The substantial energy expenditure in fish larvae underscores the significance of enhancing lipid metabolism, as it can yield more energy to facilitate protein synthesis and foster the larval overall development [5, 38]. In line with these observations, the supplementation of 20, 40, and 80 mg/kg of Ory markedly reduced the TG content in the visceral mass of the larvae, while 20 and 40 mg/kg of Ory notably substantially diminished the T-CHO content, signifying the lipid-lowering effect of Ory in fish larvae. Crucial genes in the lipid cell-generating process, such as scd1, fas, and dgat2, are pivotal for lipid metabolism [39, 40]. The current project observed a significant decrease in the dgat2, fas, and scd1 mRNA expressions, suggesting that Ory had a moderate suppressive effect on larval lipid production. Concurrently, Ory supplementation led to the upregulation of genes associated with lipolysis, such as aco and hl, which activate fatty acid oxidation and expedite the process of lipid expenditure. This outcome aligns with the findings of Ma et al. [41] in mice. Collectively, these findings underscore Ory’s substantial effect in augmenting lipid metabolism within large yellow croaker larvae, underscoring its potential utility in aquaculture nutrition strategies.
5. Conclusions
In conclusion, this study confirmed that adding Ory to a diet in the right amounts produces beneficial effects on the development of digestion, antioxidant capabilities, and lipid metabolism, ultimately enhancing the survival and developmental aspects of large yellow croaker larvae.

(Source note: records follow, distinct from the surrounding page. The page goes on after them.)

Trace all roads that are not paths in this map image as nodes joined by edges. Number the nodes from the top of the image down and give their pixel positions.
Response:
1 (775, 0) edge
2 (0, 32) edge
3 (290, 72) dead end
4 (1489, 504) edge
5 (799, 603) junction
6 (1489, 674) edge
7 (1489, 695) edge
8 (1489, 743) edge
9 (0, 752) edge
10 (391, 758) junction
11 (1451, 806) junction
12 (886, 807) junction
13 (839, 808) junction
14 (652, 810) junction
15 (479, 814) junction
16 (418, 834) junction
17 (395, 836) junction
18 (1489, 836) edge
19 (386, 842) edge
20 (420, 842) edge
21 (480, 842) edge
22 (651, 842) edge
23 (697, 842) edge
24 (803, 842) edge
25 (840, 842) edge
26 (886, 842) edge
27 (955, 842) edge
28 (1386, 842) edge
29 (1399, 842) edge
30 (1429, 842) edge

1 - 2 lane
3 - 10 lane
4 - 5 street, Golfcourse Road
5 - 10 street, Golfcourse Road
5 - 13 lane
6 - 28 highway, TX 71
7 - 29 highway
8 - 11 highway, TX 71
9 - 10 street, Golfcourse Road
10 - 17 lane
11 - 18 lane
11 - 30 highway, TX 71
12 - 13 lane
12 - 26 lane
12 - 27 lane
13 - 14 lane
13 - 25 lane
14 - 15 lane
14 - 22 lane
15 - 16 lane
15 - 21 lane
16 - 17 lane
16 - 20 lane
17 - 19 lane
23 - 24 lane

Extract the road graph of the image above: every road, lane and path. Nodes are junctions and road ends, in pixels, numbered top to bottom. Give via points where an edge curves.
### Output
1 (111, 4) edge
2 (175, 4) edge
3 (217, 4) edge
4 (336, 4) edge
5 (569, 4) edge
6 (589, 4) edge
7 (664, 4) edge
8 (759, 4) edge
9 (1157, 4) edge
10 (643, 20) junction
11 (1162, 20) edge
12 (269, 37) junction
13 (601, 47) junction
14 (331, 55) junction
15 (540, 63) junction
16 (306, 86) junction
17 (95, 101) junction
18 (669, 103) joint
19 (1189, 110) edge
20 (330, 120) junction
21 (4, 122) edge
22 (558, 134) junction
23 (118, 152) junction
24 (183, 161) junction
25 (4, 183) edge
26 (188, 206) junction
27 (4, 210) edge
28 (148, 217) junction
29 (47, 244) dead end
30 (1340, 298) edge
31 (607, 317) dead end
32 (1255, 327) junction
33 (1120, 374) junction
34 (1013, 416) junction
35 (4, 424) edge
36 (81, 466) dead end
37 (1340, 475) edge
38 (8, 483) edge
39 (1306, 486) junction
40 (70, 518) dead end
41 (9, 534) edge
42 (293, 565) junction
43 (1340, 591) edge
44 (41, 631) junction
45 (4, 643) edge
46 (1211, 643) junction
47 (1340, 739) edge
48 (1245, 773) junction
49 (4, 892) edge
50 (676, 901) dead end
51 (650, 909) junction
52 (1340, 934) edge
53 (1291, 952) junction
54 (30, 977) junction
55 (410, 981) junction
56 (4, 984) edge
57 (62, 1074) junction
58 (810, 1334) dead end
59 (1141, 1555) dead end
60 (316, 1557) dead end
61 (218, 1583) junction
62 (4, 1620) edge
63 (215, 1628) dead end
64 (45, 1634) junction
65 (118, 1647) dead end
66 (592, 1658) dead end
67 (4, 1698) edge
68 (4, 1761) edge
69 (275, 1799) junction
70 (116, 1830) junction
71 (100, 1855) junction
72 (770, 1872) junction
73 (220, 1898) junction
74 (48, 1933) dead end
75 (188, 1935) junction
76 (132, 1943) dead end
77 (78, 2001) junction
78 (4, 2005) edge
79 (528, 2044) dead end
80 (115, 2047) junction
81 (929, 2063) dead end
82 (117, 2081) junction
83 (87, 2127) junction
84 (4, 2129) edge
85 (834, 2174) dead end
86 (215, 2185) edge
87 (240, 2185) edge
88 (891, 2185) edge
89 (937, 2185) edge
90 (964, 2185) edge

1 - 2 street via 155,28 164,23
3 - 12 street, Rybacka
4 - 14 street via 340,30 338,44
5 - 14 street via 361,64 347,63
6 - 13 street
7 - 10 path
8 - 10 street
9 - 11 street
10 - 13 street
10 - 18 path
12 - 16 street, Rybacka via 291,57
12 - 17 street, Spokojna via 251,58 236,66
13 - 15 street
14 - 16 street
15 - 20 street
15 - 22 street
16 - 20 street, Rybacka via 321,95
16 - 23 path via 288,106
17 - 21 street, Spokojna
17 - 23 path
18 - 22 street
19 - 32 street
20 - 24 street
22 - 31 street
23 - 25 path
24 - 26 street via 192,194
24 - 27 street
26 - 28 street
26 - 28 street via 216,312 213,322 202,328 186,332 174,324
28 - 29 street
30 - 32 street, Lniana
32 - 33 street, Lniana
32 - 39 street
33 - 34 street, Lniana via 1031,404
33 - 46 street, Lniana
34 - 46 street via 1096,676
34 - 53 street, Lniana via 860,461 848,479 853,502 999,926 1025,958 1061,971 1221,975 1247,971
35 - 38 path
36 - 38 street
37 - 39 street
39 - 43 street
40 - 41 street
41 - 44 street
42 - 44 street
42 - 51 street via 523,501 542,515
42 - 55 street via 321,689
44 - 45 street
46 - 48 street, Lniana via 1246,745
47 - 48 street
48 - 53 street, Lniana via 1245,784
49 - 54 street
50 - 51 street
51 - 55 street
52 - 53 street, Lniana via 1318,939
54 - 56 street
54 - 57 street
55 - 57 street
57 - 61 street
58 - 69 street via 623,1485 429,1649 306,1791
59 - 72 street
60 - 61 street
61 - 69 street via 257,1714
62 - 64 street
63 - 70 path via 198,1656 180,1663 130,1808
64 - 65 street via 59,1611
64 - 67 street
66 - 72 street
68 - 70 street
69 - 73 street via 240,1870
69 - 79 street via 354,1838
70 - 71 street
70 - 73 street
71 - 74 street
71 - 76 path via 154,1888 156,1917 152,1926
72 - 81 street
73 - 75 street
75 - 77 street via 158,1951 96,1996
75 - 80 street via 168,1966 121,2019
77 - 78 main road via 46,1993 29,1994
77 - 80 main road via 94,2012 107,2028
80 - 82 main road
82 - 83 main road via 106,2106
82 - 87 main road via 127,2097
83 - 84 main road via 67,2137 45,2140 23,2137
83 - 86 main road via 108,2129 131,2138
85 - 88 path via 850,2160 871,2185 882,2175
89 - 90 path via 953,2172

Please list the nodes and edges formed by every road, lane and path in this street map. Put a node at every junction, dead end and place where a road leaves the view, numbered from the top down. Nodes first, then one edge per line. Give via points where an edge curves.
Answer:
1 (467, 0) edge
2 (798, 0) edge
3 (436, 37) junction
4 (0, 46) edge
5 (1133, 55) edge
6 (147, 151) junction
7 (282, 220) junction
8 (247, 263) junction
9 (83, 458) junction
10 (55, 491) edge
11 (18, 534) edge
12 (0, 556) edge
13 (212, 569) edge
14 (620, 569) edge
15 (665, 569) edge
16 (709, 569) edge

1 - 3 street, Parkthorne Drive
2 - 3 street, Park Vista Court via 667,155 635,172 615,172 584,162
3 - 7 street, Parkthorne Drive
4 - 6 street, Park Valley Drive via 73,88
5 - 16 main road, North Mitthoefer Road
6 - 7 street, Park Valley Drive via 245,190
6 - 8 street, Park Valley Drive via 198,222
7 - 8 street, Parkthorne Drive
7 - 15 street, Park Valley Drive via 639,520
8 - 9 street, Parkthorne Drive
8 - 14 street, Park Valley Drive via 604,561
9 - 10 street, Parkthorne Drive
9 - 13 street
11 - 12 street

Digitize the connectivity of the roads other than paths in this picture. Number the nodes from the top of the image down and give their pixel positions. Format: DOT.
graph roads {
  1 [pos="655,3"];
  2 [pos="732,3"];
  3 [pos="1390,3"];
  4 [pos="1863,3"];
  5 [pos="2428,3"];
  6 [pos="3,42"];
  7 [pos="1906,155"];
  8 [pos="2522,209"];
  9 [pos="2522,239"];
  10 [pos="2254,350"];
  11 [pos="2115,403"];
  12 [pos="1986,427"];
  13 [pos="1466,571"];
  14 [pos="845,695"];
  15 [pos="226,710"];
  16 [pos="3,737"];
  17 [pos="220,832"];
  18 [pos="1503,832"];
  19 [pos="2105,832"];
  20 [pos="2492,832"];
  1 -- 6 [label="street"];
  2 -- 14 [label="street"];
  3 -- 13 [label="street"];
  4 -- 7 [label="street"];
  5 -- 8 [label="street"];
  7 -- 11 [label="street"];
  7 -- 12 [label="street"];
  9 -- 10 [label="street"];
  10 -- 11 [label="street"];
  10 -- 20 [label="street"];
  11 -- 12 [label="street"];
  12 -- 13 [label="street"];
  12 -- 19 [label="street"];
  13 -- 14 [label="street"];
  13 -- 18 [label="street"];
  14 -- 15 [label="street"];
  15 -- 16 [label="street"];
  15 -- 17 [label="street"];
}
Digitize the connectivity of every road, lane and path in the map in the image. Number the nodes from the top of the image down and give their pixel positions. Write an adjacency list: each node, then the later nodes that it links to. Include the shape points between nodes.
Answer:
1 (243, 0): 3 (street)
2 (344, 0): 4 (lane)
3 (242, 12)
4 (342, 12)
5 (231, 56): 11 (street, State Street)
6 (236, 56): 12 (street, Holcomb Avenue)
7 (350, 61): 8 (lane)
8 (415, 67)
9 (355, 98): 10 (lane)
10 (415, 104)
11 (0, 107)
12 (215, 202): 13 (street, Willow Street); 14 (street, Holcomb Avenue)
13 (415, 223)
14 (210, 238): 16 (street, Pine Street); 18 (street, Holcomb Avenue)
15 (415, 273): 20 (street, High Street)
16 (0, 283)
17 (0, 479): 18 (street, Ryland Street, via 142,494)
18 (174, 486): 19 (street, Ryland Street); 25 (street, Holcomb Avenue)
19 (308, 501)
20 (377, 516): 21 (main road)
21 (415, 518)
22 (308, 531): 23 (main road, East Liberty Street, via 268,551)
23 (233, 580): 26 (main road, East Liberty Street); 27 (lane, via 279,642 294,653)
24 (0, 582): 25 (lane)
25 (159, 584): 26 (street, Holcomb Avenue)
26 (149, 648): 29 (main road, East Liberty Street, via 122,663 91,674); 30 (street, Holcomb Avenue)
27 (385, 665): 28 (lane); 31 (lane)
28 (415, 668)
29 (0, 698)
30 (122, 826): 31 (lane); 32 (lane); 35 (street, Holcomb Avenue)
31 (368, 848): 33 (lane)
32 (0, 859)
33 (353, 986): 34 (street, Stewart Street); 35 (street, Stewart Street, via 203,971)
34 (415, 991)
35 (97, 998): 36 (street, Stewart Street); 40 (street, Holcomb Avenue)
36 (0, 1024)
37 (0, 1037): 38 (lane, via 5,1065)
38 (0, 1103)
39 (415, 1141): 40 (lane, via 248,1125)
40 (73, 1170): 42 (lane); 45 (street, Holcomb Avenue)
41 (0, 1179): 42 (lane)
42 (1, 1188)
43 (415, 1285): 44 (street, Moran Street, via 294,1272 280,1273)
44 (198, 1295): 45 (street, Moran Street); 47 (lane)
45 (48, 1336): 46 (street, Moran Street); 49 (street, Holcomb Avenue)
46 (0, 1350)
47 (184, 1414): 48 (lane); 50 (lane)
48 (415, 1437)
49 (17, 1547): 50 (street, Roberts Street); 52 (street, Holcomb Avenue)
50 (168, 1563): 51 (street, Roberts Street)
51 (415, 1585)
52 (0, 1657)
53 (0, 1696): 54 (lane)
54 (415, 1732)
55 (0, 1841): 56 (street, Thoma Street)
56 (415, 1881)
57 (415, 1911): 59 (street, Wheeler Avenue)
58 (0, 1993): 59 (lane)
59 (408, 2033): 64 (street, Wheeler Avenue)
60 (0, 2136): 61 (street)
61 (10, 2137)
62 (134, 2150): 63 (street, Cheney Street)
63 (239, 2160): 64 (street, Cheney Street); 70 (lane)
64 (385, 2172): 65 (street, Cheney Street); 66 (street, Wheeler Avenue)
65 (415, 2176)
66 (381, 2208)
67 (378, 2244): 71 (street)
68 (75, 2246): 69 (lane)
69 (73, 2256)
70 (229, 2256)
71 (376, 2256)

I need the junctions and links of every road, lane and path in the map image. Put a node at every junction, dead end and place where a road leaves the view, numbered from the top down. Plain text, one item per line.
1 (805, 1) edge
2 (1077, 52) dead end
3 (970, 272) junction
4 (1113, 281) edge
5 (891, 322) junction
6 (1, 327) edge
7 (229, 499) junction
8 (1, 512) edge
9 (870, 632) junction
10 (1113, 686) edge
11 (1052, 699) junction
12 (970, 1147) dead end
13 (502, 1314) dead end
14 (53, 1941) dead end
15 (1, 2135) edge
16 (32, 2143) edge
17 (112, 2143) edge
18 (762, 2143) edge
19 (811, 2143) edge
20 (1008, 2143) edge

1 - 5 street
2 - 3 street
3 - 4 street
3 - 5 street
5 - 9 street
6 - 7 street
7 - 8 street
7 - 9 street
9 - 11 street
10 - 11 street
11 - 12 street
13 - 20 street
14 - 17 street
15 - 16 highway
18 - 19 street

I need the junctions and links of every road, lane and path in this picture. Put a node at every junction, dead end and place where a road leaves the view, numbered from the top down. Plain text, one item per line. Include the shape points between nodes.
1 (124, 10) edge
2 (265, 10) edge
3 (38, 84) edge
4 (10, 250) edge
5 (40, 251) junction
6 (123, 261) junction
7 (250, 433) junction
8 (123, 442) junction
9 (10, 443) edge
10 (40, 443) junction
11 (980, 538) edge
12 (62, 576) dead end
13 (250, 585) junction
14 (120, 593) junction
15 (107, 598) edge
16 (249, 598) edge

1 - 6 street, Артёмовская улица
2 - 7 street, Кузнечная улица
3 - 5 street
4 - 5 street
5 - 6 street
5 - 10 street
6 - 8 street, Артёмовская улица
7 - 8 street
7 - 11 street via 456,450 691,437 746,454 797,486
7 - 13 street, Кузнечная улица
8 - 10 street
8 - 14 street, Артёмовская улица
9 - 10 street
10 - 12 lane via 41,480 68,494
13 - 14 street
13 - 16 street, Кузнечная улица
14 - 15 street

This research introduces a novel perspective for advancing larval culture practices within the industry.
Based on the outcomes of the current experiment, the most suitable dosage range of Ory incorporated into the feed for large yellow croaker larvae falls within 40–80 mg/kg, among the evaluated doses of 20, 40, and 80 mg/kg.
Data Availability
The data gatherings created and/or diagnosed at the time of the present research are obtainable from the relative writer on feasible requirement.
Ethical Approval
Overall tests in this research became in agreement with the Management Rule of Laboratory Animals (Chinese Order No. 676 of the State Council, revised 1 March 2017).
Conflicts of Interest
The authors declare that they have no conflicts of interest.
Acknowledgments
We thank Weijia Li, Wencong Lai, and Ye Gong for providing language help. We are also grateful for help from Yunqiang Zhang during the experiment. The study was approved by China Agriculture Research System of MOF as well as MARA (grant number: CARS-47), the Ten-Thousand Talents Program (grant number: 2018-29), and the Key Technology Research and Development Program of Shandong (CN) (grant number: 2019JZZY010814).